Di Vinci's original transmission, and the nuvinci version

History of technology junkies know that every bicycle carries a little bit of Leonardo Di Vinci in it. Back in 1493 Di Vinci came up with a chain-based way to transmit power, a design that looks remarkably similar to the chain drive in virtually every bicycle.

Now you have the opportunity to put another piece of Di Vinci tech to work on your bicycle. A company called Fallbrook Technologies has made a continuously variable transmission based on a design that Di Vinci knocked out six hundred years ago. The transmission, which they're calling the NuVinci, can be infinitely adjusted, letting you dial in the precise gear ratio for any riding condition. No more being trapped between a gear that is too easy and one that's too hard.
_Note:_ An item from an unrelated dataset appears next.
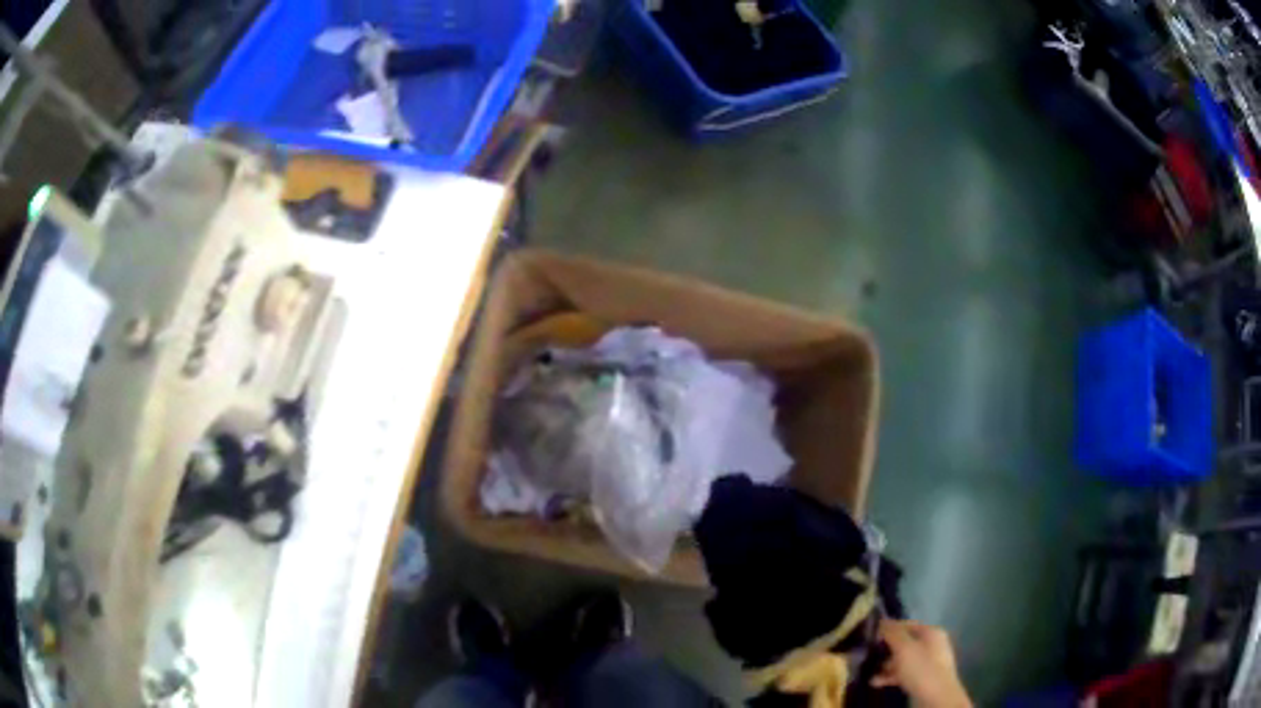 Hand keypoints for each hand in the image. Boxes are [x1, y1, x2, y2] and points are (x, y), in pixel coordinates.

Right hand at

A bike company called Ellsworth is going to start making a high-end cruiser bike using the NuVinci later this year. The bike, called The Ride, ain't cheap ($3,000!) but they look totally bad-ass.

For more on the bike transmission itself, check out Fallbrook's video demo of the tranmission in action.
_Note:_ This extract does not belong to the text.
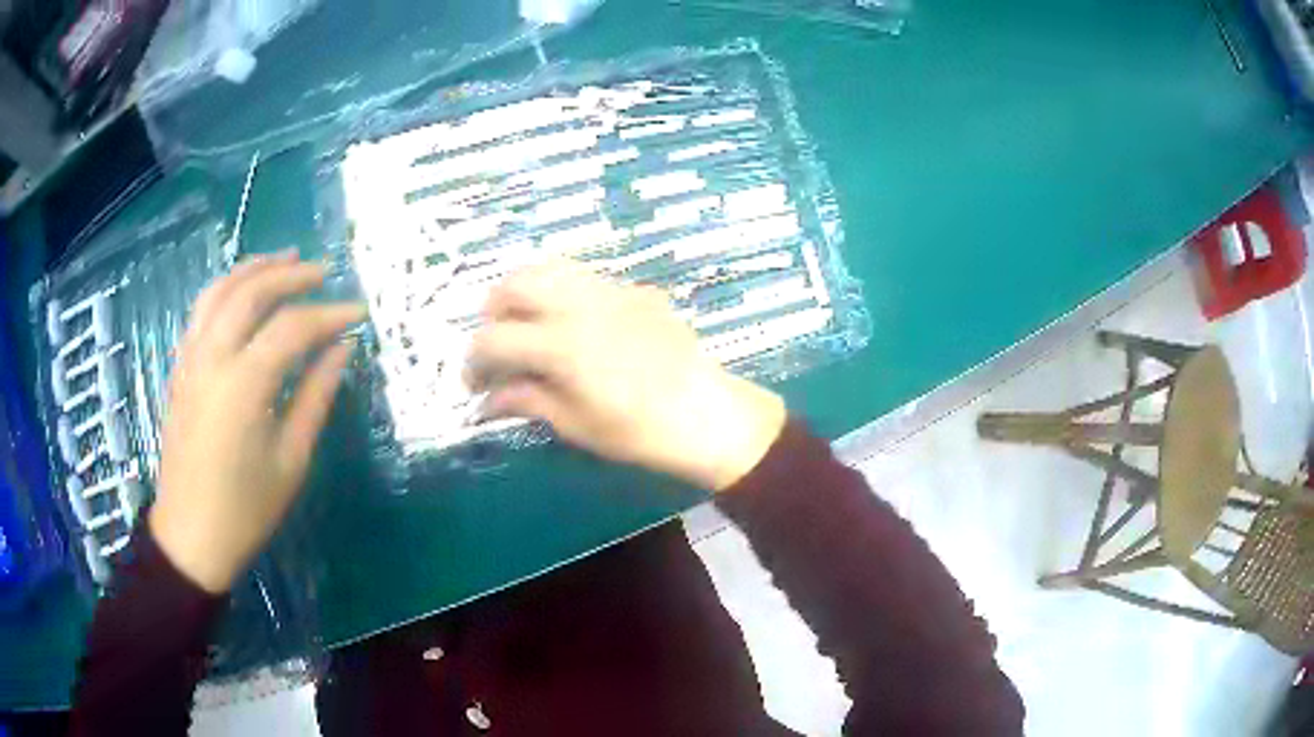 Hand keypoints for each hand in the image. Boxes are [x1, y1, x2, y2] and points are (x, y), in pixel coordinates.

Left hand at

CORRECTION: I originally wrote that the transmission on the Ellsworth bike automatically shifts to match changing road conditions. That's not true. The Ellsworth has a continuously variable shifter that let's you infinitely adjust the gear, but it doesn't do it for you (though there have been some other comtinuously variable transmissions that also featured automatic shifting). Thanks to Flounder for pointing out the error!